Neues Volksblatt,16.7.2012
Von Paul Stepanek
 
Konzert, Linz, Klassik am Dom, 14. Juli 2012
 
Wundertenor im Wetterwunder
 
Jonas Kaufmann begeisterte Tausende bei „Klassik am Dom“
 
Der regnerische Tagesverlauf des 14. Juli war dazu angetan, die Hoffnung auf ein ungetrübtes Open-Air-Konzert von Star-Tenor Jonas Kaufmann in der Reihe „Klassik am Dom“ zu minimieren. Doch der überirdische Hausherr des zauberhaft beleuchteten Linzer Mariendoms hatte mit den über 3000 Besuchern des spektakulären Events Mitleid: Es geschah — abgesehen von ein paar Regentropfen — das ersehnte Wetterwunder, das dem „Wundersänger“, dem Orchester und dem Publikum einen zwar spannenden, aber letztlich nur durch Tränen der Rührung und Freude feuchten Abend bescherte.

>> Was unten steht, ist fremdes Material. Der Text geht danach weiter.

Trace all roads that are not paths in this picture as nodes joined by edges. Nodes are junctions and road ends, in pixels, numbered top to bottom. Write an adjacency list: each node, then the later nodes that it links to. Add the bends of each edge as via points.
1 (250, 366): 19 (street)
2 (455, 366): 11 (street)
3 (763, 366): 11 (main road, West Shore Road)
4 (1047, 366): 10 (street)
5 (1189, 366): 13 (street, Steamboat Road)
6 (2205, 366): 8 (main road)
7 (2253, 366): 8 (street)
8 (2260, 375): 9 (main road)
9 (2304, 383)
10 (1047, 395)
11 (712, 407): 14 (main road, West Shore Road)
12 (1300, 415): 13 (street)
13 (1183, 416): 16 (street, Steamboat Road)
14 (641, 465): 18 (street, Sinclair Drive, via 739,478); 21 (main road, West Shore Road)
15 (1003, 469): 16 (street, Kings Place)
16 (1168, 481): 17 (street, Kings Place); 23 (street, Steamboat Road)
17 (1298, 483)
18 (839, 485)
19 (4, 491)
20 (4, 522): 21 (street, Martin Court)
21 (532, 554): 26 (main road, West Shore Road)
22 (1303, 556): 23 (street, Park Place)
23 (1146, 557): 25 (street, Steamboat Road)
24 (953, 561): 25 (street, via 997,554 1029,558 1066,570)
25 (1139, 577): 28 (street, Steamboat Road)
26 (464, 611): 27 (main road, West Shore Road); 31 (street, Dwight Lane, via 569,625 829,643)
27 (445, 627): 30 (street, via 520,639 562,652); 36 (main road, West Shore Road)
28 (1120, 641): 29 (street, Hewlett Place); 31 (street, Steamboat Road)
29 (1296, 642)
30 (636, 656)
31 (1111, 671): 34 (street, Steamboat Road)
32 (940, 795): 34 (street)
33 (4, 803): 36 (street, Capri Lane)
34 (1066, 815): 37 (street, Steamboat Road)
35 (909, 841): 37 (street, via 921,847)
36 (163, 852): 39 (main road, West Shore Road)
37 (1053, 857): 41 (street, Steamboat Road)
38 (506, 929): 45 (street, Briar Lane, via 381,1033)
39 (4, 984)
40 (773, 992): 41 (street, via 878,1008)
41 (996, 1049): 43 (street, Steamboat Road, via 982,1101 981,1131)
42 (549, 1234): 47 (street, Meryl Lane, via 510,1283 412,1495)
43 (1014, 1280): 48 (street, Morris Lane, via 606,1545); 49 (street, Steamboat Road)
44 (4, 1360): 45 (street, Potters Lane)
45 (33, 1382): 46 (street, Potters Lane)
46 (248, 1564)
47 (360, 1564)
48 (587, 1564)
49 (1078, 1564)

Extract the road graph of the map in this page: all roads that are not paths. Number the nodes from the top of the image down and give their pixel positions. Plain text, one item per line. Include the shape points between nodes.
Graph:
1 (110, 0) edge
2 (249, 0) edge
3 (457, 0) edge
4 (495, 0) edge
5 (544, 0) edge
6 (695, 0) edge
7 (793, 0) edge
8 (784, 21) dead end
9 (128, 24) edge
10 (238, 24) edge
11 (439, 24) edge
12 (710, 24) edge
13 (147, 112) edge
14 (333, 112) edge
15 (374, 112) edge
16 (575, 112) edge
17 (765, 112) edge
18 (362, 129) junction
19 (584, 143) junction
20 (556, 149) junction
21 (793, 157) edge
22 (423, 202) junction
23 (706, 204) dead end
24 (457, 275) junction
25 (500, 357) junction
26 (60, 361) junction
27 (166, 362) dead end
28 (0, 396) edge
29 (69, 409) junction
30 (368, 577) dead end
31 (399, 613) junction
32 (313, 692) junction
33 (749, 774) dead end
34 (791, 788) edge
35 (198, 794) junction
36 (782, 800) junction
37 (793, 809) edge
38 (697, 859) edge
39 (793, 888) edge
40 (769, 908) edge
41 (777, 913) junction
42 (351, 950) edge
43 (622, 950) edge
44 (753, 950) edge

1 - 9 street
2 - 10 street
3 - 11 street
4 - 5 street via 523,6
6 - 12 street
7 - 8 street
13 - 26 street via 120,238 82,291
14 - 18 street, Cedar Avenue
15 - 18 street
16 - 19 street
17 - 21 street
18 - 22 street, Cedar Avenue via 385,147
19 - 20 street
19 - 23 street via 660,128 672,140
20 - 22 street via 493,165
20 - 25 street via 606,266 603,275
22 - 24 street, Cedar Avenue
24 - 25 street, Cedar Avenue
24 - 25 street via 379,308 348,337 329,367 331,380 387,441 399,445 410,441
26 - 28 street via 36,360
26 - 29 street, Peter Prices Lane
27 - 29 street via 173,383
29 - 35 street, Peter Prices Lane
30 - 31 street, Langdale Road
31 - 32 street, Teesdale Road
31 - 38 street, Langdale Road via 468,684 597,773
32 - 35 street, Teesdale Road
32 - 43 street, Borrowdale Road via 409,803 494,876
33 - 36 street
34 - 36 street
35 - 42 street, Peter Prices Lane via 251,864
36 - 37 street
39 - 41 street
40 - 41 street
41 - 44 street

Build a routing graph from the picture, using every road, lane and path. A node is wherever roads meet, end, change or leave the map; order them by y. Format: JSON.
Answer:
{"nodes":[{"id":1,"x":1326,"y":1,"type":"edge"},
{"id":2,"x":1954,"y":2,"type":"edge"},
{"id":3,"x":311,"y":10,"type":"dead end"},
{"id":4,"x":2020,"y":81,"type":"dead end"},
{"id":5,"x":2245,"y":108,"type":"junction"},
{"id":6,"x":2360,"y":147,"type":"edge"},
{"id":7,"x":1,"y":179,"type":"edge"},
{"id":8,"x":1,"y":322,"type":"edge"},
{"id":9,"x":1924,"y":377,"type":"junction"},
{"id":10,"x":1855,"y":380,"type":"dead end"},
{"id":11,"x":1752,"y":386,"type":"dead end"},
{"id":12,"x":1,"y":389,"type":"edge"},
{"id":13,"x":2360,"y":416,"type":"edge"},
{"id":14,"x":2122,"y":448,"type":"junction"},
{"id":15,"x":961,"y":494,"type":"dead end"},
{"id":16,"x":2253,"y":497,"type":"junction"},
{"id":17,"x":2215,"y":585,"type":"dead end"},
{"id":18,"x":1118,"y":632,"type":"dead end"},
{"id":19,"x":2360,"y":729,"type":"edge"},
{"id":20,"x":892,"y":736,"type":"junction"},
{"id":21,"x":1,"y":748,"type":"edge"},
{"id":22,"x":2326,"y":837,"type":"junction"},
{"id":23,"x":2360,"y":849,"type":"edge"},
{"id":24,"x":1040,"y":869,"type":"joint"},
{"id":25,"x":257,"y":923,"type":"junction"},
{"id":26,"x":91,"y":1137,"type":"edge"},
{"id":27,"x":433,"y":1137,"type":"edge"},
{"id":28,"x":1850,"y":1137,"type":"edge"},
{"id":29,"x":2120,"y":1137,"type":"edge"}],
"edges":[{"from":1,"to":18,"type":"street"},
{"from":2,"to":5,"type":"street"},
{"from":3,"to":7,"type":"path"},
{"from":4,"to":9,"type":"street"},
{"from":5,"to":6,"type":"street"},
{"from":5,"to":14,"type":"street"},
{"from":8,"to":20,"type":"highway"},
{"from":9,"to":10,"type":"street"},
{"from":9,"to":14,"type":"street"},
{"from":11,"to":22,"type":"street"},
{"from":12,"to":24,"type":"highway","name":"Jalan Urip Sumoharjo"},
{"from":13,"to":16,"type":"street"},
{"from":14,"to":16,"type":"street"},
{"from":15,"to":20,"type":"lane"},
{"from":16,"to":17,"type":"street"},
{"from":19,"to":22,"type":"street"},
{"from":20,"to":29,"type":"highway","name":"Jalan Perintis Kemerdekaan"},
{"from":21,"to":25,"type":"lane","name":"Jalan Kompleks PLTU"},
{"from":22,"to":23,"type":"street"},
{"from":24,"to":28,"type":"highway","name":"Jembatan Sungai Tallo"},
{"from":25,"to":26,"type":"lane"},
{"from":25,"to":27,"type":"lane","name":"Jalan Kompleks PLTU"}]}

Er verfügt über faszinierende persönliche Ausstrahlung

Das Programm wich vom Wunschkonzert-Allerlei ab und bot künstlerische Glanzstücke aus der italienischen und französischen Opernwelt. Diese Arien waren dramaturgisch geschickt gereiht und steigerten einander trotz der unterschiedlichen Themen und Stile immer wieder in Kunstfertigkeit und Dramatik. Den Hauptanteil daran trug die Sangeskunst und Bühnenpräsenz Jonas Kaufmanns. Er verfügt über faszinierende persönliche Ausstrahlung und stupende Gesangstechnik; sein Tenor zeigt unglaublich variantenreichen Ausdruck, Stilsicherheit und enorme Wandlungsfähigkeit. Die Stimme zieht alle Register zwischen lyrisch zart und dunkel gefärbt bis zur hell strahlenden, metallisch timbrierten Dramatik.

Begleitet wurde Kaufmann vom aus den Ferien geholten Bruckner Orchester, das sich aber nichts anmerken ließ und unter der Leitung von Jochen Rieder konzentriert und ambitioniert musizierte. Der Dirigent setzte in den zahlreichen, teils schwergewichtigen Orchesterstücken, die auch zur Schonung der Stimme des Solisten dienten, auf vordergründige Tempo- und Dynamik-Effekte. Sie wurden aber durch die — im Open-Air notwendige — elektronische Verstärkung des Öfteren eingeebnet oder überreizt. Jochen Rieder hatte zwar das musikalische Geschehen im Griff, künstlerische Leitfigur des Abends war aber zweifellos der Solist. In seiner Begleitung blühte das Orchesterspiel klanglich und emotional auf.

Wie überhaupt, was auch Kaufmann selbst im Interview mit Moderatorin Barbara Rett betonte, Musik als emotionale Kraft das eigentliche Hauptthema nicht nur dieses Abends war und ist. Dies wurde überwältigend spürbar in der Abschiedsszene „Addio alla madre“ aus „Cavalleria rusticana“, in „Vesti la giubba“ aus „I Pagliacci“ und in der ersten Zugabe „Elucevan le stelle“ aus „Tosca“. In den weiteren Zugaben „Du bist die Welt für mich“ als Hommage an Richard Tauber gedacht, und „Dein ist mein ganzes Herz“ von Franz Lehár begab sich die Kunst in flacheres Gelände, um beim italienischen Lied „Core 'ngrato“ zu landen, das 1911 in Amerika von S. Cardillo für Enrico Caruso komponiert worden war. Aber selbst diese neapolitanische Edelschnulze geriet, gesungen von Jonas Kaufmann, zur funkelnden Arie.